Hari yang Tidak Diinginkan, Tapi Kau Selalu Menanti untuk Segera Melewatinya

Dzakwan Edza

Memoar hari yang tidak diinginkan.
Foto/Putri Azra

Tulisan ini sebelumnya sudah pernah dimuat di kanal Medium penulis pada Maret, 2024 dengan judul “23”.

Lima tahun terakhir kau menghabiskan hari lahirmu dengan cara yang serupa seperti tahun yang sudah-sudah. Ketika hari lahirmu tiba, kau ingin sendiri. Menjauh dari segalanya. Kau berharap siapa pun tidak mengingat hari itu tak terkecuali dirimu.

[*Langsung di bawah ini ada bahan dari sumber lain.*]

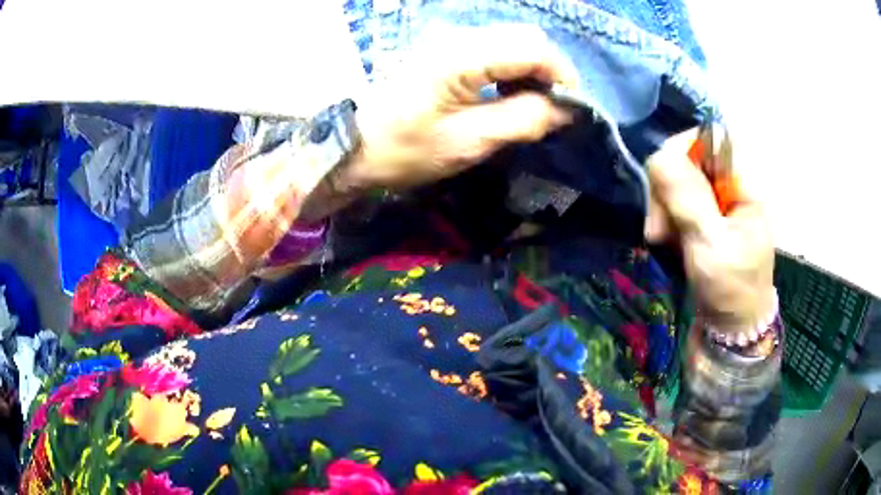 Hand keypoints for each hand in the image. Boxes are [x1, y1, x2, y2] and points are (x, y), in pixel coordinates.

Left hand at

Beberapa jam sebelum hari itu tiba, kau pernah menghabiskan malam di indekos kawanmu. Kau pamit satu jam sebelum hari itu tiba dan berkendara sepanjang tengah malam sambil ditemani earphone yang tak pernah absen di telinga. Ketika kau sadar air matamu sudah mengering dan cukup digunakan sebagai obat tidur, kau lantas bisa pulang.

Setahun yang lalu, sekitar pukul sembilan kau pergi dari rumah dengan sengaja untuk menjauh dari orang-orang rumah. Kau menghabiskan malam hingga hari itu tiba di restoran cepat saji. Kau memilih menyelesaikan kerja paruh-waktumu yang biasa dilakukan di kamar. Setelah itu kau (selalu) menulis tentang hari lahirmu, yang sampai saat ini tulisan-tulisanmu tentang hari itu tidak pernah selesai dan hanya menumpuk sebagai draft di laptop usangmu. Pesanan makan dan minum di restoran cepat saji itu adalah tanda lapar di perutmu. Bukan hadiah perayaan untuk hari lahirmu. Seperti yang sudah-sudah, kau pulang berkendara dengan earphone yang tak pernah lepas di telinga dan kedua mata yang tak pernah lepas dari hujan. Sekian tahun yang lalu, album Forget Your Plan jadi langganan perjalanan pulang pada hari lahirmu. Tapi, hari itu kau hanya mengulang-ngulang Birthday dari Beach Fossils.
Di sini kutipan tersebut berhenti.